Data extracted from a collection

• • • • • • •

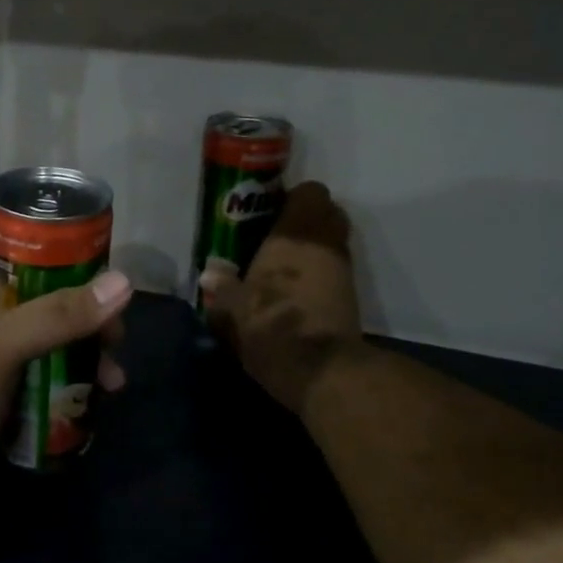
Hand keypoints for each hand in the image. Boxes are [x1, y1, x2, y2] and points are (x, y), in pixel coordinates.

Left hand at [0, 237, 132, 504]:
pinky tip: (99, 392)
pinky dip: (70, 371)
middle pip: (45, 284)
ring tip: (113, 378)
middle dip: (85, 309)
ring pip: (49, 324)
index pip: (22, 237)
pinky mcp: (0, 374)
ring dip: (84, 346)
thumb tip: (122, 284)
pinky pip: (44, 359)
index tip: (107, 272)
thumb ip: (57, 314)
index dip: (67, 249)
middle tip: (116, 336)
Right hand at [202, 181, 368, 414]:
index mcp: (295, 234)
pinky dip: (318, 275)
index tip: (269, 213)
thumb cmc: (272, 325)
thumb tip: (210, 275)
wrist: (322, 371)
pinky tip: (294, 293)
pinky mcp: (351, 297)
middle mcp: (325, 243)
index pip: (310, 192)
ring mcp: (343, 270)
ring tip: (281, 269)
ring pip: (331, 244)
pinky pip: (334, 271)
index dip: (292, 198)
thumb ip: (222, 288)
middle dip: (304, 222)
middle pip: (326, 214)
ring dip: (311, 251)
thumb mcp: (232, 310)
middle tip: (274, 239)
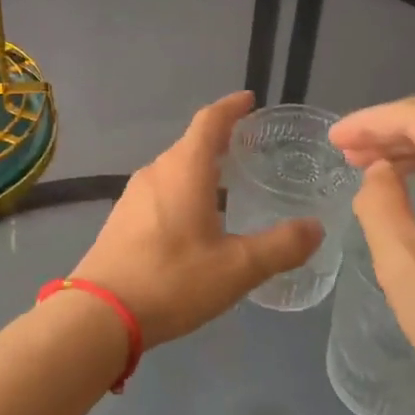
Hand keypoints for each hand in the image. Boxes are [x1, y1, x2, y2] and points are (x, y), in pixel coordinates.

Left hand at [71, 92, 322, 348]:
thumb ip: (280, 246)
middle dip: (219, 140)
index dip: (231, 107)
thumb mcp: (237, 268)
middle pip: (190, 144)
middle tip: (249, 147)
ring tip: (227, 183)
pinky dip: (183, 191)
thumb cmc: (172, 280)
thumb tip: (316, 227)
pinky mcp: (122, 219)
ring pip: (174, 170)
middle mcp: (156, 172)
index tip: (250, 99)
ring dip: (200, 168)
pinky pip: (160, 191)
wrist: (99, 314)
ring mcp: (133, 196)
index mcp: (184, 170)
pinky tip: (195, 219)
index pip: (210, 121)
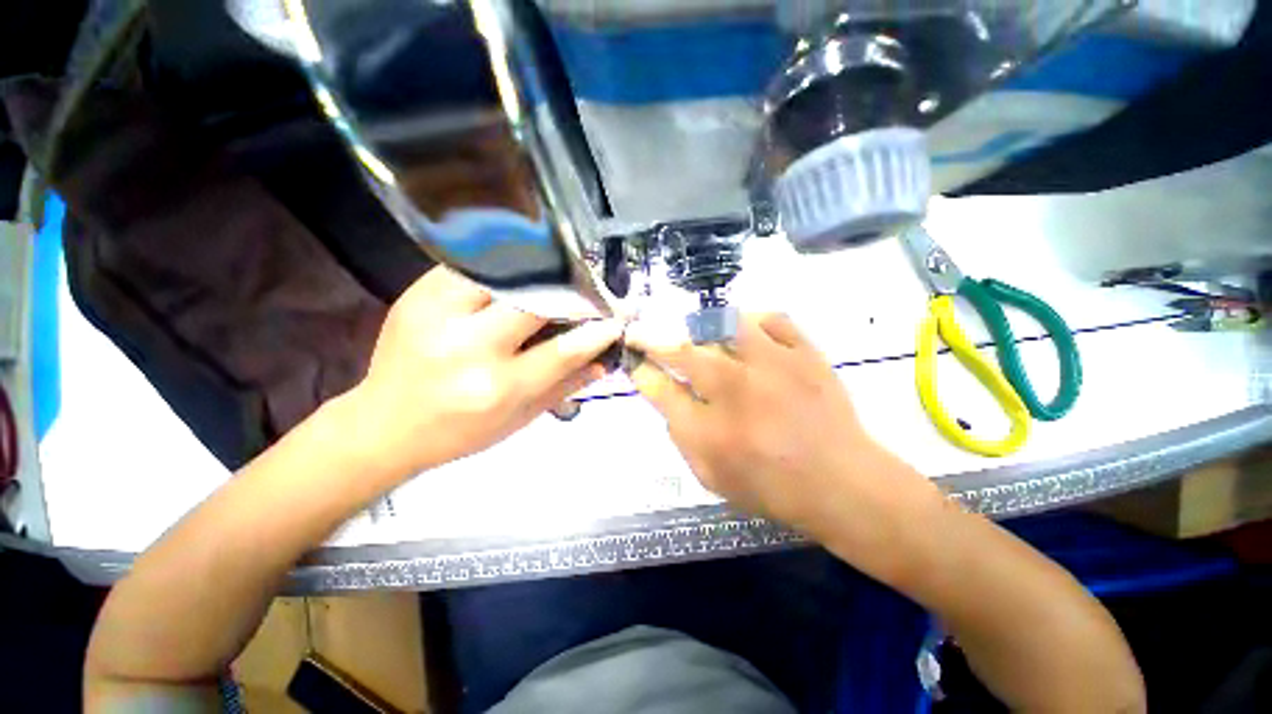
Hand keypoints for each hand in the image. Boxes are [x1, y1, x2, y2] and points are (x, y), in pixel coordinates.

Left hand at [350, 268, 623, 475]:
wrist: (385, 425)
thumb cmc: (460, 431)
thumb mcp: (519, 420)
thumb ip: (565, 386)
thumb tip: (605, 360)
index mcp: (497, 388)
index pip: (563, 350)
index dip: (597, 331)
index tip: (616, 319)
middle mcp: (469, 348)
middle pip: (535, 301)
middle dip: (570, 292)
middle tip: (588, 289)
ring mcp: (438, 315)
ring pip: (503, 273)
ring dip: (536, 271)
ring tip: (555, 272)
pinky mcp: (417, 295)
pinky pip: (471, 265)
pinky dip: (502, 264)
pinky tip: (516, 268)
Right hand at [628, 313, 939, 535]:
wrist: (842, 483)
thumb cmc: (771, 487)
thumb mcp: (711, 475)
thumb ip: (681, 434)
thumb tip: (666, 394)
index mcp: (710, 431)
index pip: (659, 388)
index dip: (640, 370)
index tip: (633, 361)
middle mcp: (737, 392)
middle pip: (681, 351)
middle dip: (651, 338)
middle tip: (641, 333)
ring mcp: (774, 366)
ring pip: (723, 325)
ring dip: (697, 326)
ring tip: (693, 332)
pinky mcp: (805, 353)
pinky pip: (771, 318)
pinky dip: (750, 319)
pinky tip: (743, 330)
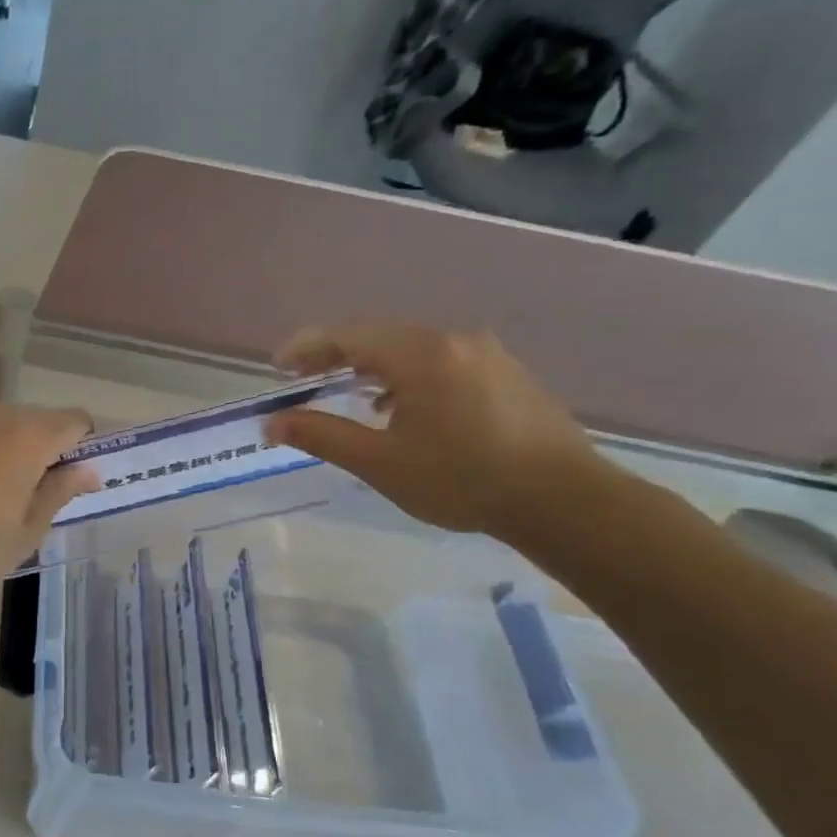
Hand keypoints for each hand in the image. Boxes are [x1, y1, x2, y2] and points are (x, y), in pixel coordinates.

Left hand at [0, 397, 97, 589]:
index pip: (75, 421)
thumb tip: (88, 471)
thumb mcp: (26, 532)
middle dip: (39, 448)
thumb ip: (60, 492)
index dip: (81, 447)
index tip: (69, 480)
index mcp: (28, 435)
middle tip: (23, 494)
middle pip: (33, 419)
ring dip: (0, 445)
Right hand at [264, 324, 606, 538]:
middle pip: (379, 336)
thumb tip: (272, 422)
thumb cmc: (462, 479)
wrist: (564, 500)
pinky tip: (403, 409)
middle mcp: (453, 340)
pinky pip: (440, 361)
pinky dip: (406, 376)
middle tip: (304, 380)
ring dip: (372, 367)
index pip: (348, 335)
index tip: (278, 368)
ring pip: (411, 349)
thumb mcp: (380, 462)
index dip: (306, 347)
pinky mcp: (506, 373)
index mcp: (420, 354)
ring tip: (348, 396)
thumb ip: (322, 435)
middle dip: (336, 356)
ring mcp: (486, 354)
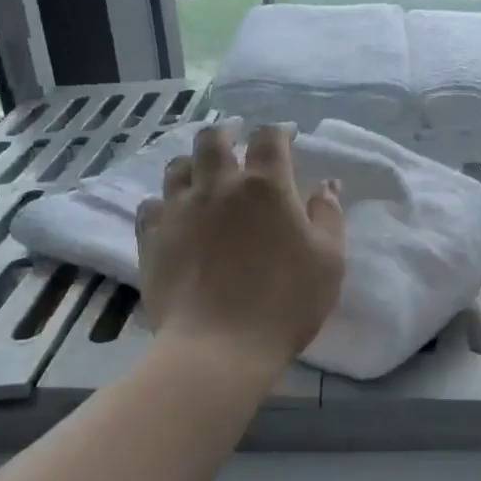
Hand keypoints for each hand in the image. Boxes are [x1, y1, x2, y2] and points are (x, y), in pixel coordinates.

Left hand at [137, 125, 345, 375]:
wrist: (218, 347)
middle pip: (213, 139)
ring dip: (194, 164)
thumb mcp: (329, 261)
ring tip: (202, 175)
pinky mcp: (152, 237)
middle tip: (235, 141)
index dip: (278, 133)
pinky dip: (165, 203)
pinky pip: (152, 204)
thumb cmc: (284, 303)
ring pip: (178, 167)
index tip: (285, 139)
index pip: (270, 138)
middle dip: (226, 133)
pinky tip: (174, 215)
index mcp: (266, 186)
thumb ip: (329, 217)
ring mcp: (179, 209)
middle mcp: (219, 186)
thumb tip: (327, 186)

• • • • • • •

◆ **PROBLEM DETAILS**
Only lines belong in the copy: transcribe those from the start of the data through the line that contains "pinky mcp: (417, 295)", and skip the pictures.

◆ **TASK RESPONSE**
Hand keypoints for each hand in the image. Boxes are [x1, y1, x2, y2] and points are (x, y), in pixel coordinates.

Left hand at [0, 237, 132, 504]:
pinky tip: (99, 392)
pinky dip: (70, 371)
middle pip: (45, 284)
ring tip: (113, 378)
middle dip: (85, 309)
ring pip: (49, 324)
index pip: (22, 237)
pinky mcp: (0, 374)
ring dip: (84, 346)
thumb tip: (122, 284)
pinky pip: (44, 359)
index tip: (107, 272)
thumb ip: (57, 314)
index dip: (67, 249)
middle tip: (116, 336)
Right hand at [202, 181, 368, 414]:
index mcp: (295, 234)
pinky dip: (318, 275)
index tip: (269, 213)
thumb cmc: (272, 325)
thumb tip: (210, 275)
wrist: (322, 371)
pinky tip: (294, 293)
pinky mcp: (351, 297)
middle mcp: (325, 243)
index pip: (310, 192)
ring mcp: (343, 270)
ring tip: (281, 269)
ring pip: (331, 244)
pinky pip: (334, 271)
index dip: (292, 198)
thumb ip: (222, 288)
middle dip: (304, 222)
middle pip: (326, 214)
ring dip: (311, 251)
thumb mcp: (232, 310)
middle tip: (274, 239)
Hand keypoints for each hand in the image. Boxes are [x1, y1, x2, y2] and points are (x, y), in pixel coordinates.

Left hand at [71, 92, 322, 348]:
thumb ip: (280, 246)
middle dip: (219, 140)
index dip: (231, 107)
thumb mcp: (237, 268)
middle pip: (190, 144)
middle tip: (249, 147)
ring tip: (227, 183)
pinky dip: (183, 191)
thumb cmc: (172, 280)
thumb tip: (316, 227)
pinky mcp: (122, 219)
ring pip: (174, 170)
middle mcp: (156, 172)
index tip: (250, 99)
ring dip: (200, 168)
pinky pip: (160, 191)
wrist: (99, 314)
ring mcp: (133, 196)
index mcp: (184, 170)
pinky tip: (195, 219)
index pip: (210, 121)
Hand keypoints for each hand in the image. Boxes are [x1, y1, x2, y2] and points are (x, y), in pixel coordinates.

Left hand at [350, 268, 623, 475]:
wrist: (385, 425)
thumb cmc: (460, 431)
thumb mcp: (519, 420)
thumb ip: (565, 386)
thumb tip: (605, 360)
index mcp: (497, 388)
index pip: (563, 350)
index dip: (597, 331)
index tip: (616, 319)
middle mcp: (469, 348)
middle pip: (535, 301)
middle dip: (570, 292)
middle tip: (588, 289)
ring mcp: (438, 315)
ring pip: (503, 273)
ring dip: (536, 271)
ring tip: (555, 272)
pinky mcp: (417, 295)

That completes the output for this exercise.